Monterrey, N.L. — Tras casi dos meses de investigaciones, la Comisión Nacional del Agua (Conagua), a través del Organismo de Cuenca Río Bravo (OCRB), impuso una multa de 6 millones 618 mil 690 pesos a la empresa Ternium México por el derrame de sustancias contaminantes en el arroyo La Talaverna, incidente que afectó zonas de San Nicolás, Guadalupe, Apodaca y Pesquería.

En un comunicado oficial, la Conagua confirmó que la sanción fue determinada luego de concluir el procedimiento administrativo iniciado contra la siderúrgica, la cual admitió haber registrado el derrame el pasado 17 de abril desde tanques de su planta de decapado ubicada en Churubusco.
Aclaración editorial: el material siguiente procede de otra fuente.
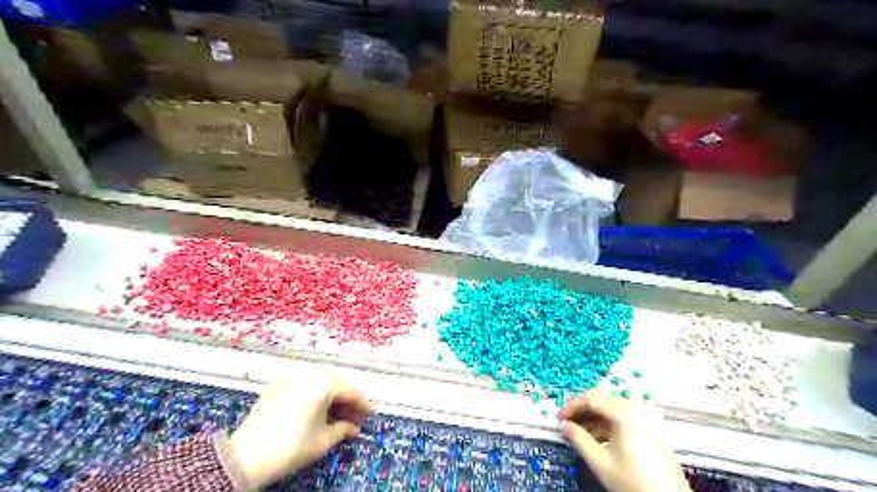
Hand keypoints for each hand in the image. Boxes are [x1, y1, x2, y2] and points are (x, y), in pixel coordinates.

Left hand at [226, 365, 372, 486]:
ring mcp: (292, 374)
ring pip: (321, 380)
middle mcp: (310, 372)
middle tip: (356, 416)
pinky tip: (320, 406)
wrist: (245, 456)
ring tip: (339, 413)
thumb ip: (343, 429)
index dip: (363, 405)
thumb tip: (353, 427)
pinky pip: (305, 381)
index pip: (351, 392)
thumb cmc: (290, 447)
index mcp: (324, 382)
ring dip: (333, 394)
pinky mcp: (279, 381)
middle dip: (348, 399)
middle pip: (337, 382)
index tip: (371, 414)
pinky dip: (316, 392)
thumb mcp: (322, 441)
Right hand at [562, 394, 690, 490]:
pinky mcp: (651, 427)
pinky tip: (598, 438)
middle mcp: (636, 407)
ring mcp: (646, 416)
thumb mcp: (600, 462)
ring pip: (612, 409)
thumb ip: (578, 439)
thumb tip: (563, 425)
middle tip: (567, 423)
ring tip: (579, 434)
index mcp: (624, 412)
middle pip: (602, 400)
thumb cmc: (633, 481)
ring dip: (593, 418)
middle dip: (582, 411)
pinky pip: (623, 417)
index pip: (591, 398)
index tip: (559, 417)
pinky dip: (607, 424)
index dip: (572, 406)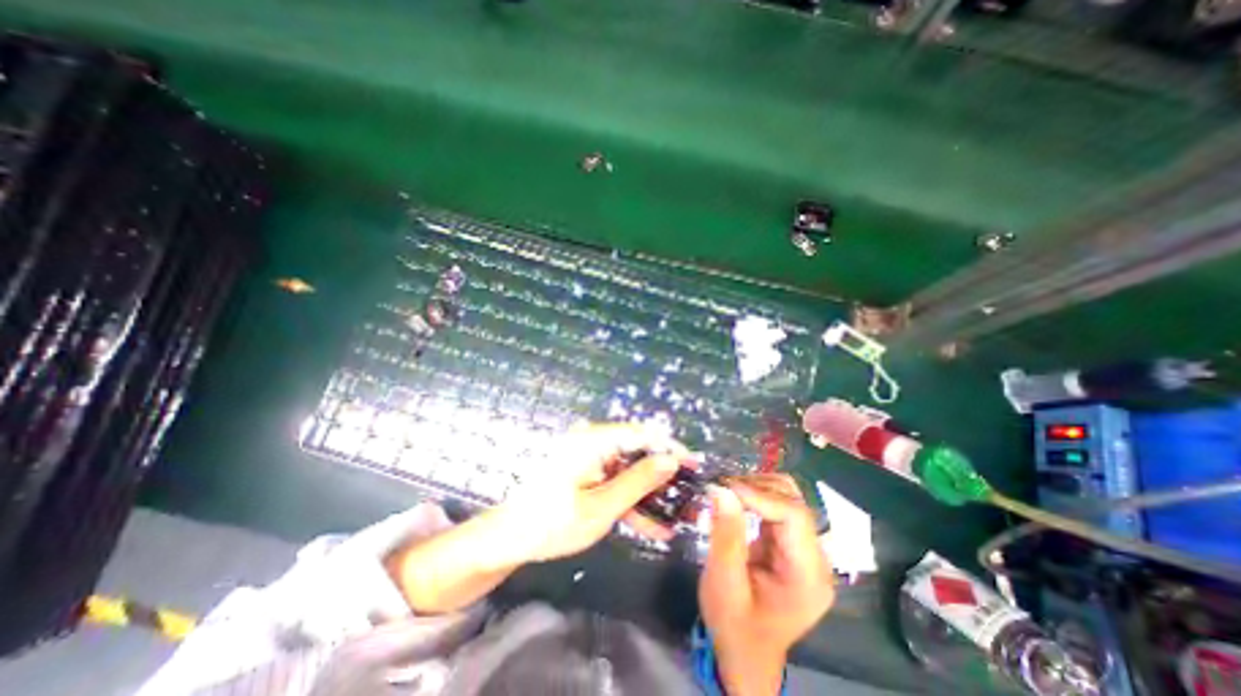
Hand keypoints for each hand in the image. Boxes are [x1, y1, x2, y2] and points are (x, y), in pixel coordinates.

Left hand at [388, 421, 688, 612]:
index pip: (641, 434)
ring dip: (649, 493)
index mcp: (593, 440)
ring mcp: (588, 458)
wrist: (508, 540)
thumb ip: (638, 481)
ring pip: (628, 470)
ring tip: (676, 516)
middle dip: (662, 475)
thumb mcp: (601, 506)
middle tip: (688, 495)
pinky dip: (631, 500)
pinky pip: (614, 481)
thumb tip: (670, 461)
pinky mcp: (585, 473)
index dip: (669, 448)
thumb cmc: (552, 522)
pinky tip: (651, 524)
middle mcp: (592, 442)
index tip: (693, 465)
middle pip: (636, 452)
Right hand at [696, 474, 831, 694]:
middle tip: (721, 487)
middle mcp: (815, 559)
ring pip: (787, 498)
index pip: (794, 516)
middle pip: (795, 502)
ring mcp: (805, 551)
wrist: (745, 656)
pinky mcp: (791, 545)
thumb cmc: (734, 628)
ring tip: (726, 491)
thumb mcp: (724, 585)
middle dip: (757, 487)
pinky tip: (735, 499)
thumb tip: (721, 489)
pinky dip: (755, 496)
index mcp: (808, 576)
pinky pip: (777, 507)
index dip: (760, 495)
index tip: (724, 488)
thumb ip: (726, 535)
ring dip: (756, 487)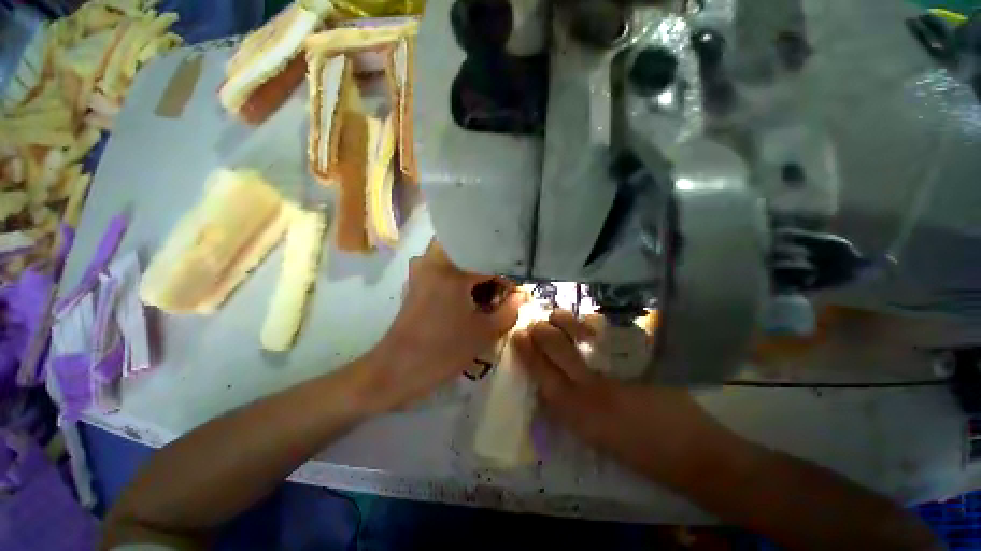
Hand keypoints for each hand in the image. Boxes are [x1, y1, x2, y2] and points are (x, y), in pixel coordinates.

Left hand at [365, 241, 523, 410]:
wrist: (397, 370)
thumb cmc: (443, 351)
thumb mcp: (484, 332)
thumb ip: (509, 310)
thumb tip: (521, 295)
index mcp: (452, 268)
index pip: (491, 261)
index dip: (509, 277)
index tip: (517, 292)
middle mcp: (433, 259)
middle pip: (471, 250)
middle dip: (489, 266)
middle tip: (501, 286)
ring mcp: (421, 268)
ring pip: (456, 256)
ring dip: (474, 269)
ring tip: (487, 291)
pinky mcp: (416, 280)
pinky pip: (443, 266)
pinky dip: (459, 274)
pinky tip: (469, 295)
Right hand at [512, 310, 719, 478]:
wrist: (690, 453)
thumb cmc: (633, 450)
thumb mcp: (590, 434)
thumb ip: (566, 405)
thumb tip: (547, 379)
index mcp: (576, 412)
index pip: (540, 371)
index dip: (525, 350)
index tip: (517, 334)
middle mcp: (590, 387)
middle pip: (555, 347)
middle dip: (540, 330)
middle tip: (535, 323)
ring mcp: (615, 369)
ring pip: (578, 334)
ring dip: (563, 320)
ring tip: (556, 315)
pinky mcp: (637, 358)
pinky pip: (606, 334)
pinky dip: (590, 323)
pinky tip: (585, 321)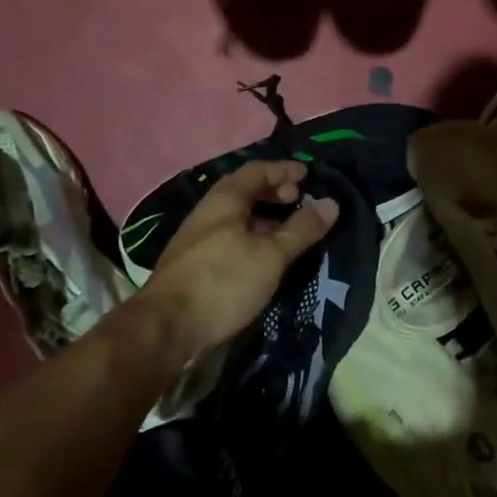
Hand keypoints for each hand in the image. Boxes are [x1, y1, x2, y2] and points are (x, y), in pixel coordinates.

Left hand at [129, 160, 340, 362]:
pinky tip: (261, 256)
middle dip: (273, 192)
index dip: (284, 170)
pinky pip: (229, 234)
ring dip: (263, 216)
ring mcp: (197, 237)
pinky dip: (251, 235)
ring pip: (236, 215)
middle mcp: (208, 210)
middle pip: (244, 190)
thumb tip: (331, 202)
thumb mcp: (271, 256)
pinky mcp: (193, 262)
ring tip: (286, 230)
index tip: (307, 175)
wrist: (164, 327)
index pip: (257, 170)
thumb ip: (301, 229)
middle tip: (298, 200)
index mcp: (226, 199)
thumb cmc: (222, 281)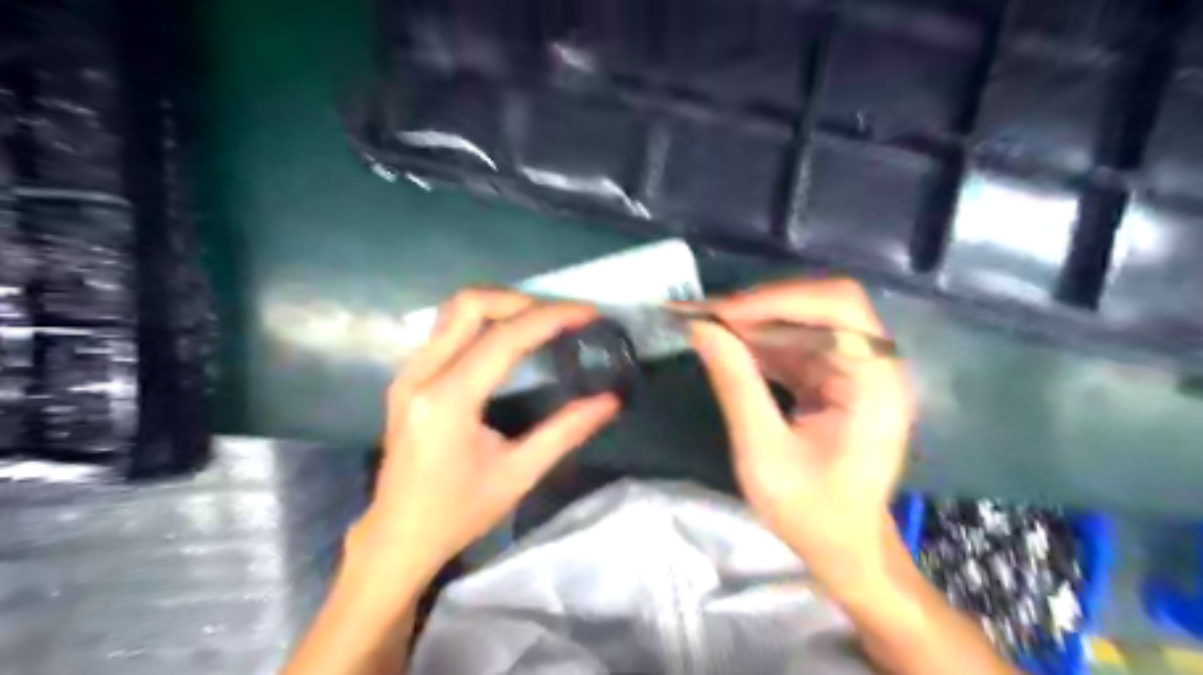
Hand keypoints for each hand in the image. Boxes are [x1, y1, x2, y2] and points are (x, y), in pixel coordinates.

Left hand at [354, 287, 619, 582]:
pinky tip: (510, 340)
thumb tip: (610, 400)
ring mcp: (408, 373)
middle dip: (522, 300)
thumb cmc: (459, 513)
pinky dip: (484, 322)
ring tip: (541, 322)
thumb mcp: (518, 475)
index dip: (550, 317)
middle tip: (561, 316)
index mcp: (448, 401)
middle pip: (470, 305)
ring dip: (502, 306)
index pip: (504, 338)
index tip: (588, 312)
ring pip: (455, 311)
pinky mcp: (408, 378)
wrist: (397, 537)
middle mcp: (421, 375)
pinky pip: (447, 329)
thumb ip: (565, 432)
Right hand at [691, 276, 917, 589]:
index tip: (723, 313)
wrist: (844, 548)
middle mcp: (873, 366)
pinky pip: (796, 345)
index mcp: (875, 383)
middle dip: (761, 307)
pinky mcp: (836, 379)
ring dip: (754, 322)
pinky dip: (759, 342)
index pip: (839, 307)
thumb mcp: (763, 453)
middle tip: (705, 314)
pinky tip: (726, 345)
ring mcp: (855, 371)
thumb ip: (735, 385)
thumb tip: (701, 329)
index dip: (779, 299)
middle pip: (821, 306)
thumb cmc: (812, 513)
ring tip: (705, 325)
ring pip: (804, 322)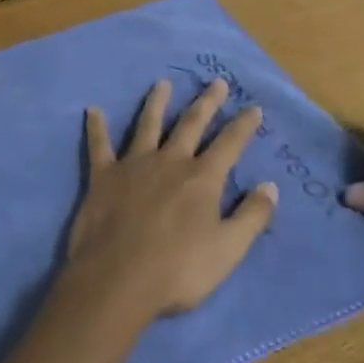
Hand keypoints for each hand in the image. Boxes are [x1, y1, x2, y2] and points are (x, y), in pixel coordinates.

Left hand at [65, 78, 279, 319]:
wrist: (117, 280)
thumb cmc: (178, 270)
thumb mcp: (228, 250)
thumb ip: (252, 216)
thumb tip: (271, 186)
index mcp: (202, 179)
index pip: (230, 144)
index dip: (244, 125)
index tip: (254, 107)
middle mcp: (170, 161)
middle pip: (191, 124)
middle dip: (207, 103)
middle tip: (217, 82)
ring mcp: (134, 165)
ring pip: (148, 125)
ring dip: (156, 103)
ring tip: (162, 83)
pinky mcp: (103, 176)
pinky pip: (99, 145)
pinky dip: (96, 127)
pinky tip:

El derrame de cloruro ferroso y agua ácida generó una fuerte reacción pública y política. Un día después del incidente, personal de la empresa fue visto realizando labores de limpieza en el área afectada. Cuadrillas con logos de Hylsa trabajaron en el sitio en días posteriores, mientras la contaminación era visible a simple vista.

El 21 de abril, la Conagua abrió formalmente el procedimiento sancionador, y el 25 de abril, el Gobierno de Nuevo León requirió a Ternium información detallada sobre sus procesos, además de emplazarla a presentar acciones de remediación y evidencia de limpieza en un plazo de cinco días.

En una carta dirigida a César A. Jiménez Torres, presidente de Ternium México, el secretario estatal de Medio Ambiente, Alfonso Martínez, exigió un plan de contención y neutralización de los contaminantes, así como los permisos federales y estatales vigentes para el manejo de sustancias peligrosas.

El 27 de abril, la Secretaría de Medio Ambiente de Nuevo León advirtió que se aplicaría todo el peso de la ley. Paralelamente, la Procuraduría Estatal de Protección al Medio Ambiente constató daños en los tanques de almacenamiento, lo que provocó la salida del químico hacia el cauce natural.

Como medida de urgente aplicación, se ordenó la limpieza inmediata y remediación del arroyo La Talaverna.

Este hecho se suma a las crecientes preocupaciones sobre la actividad industrial en la zona metropolitana de Monterrey y el impacto ambiental de empresas de gran escala. Mientras tanto, organizaciones civiles y legisladores locales han exigido mayor coordinación entre el Estado y la Federación para evitar nuevos casos de contaminación impune.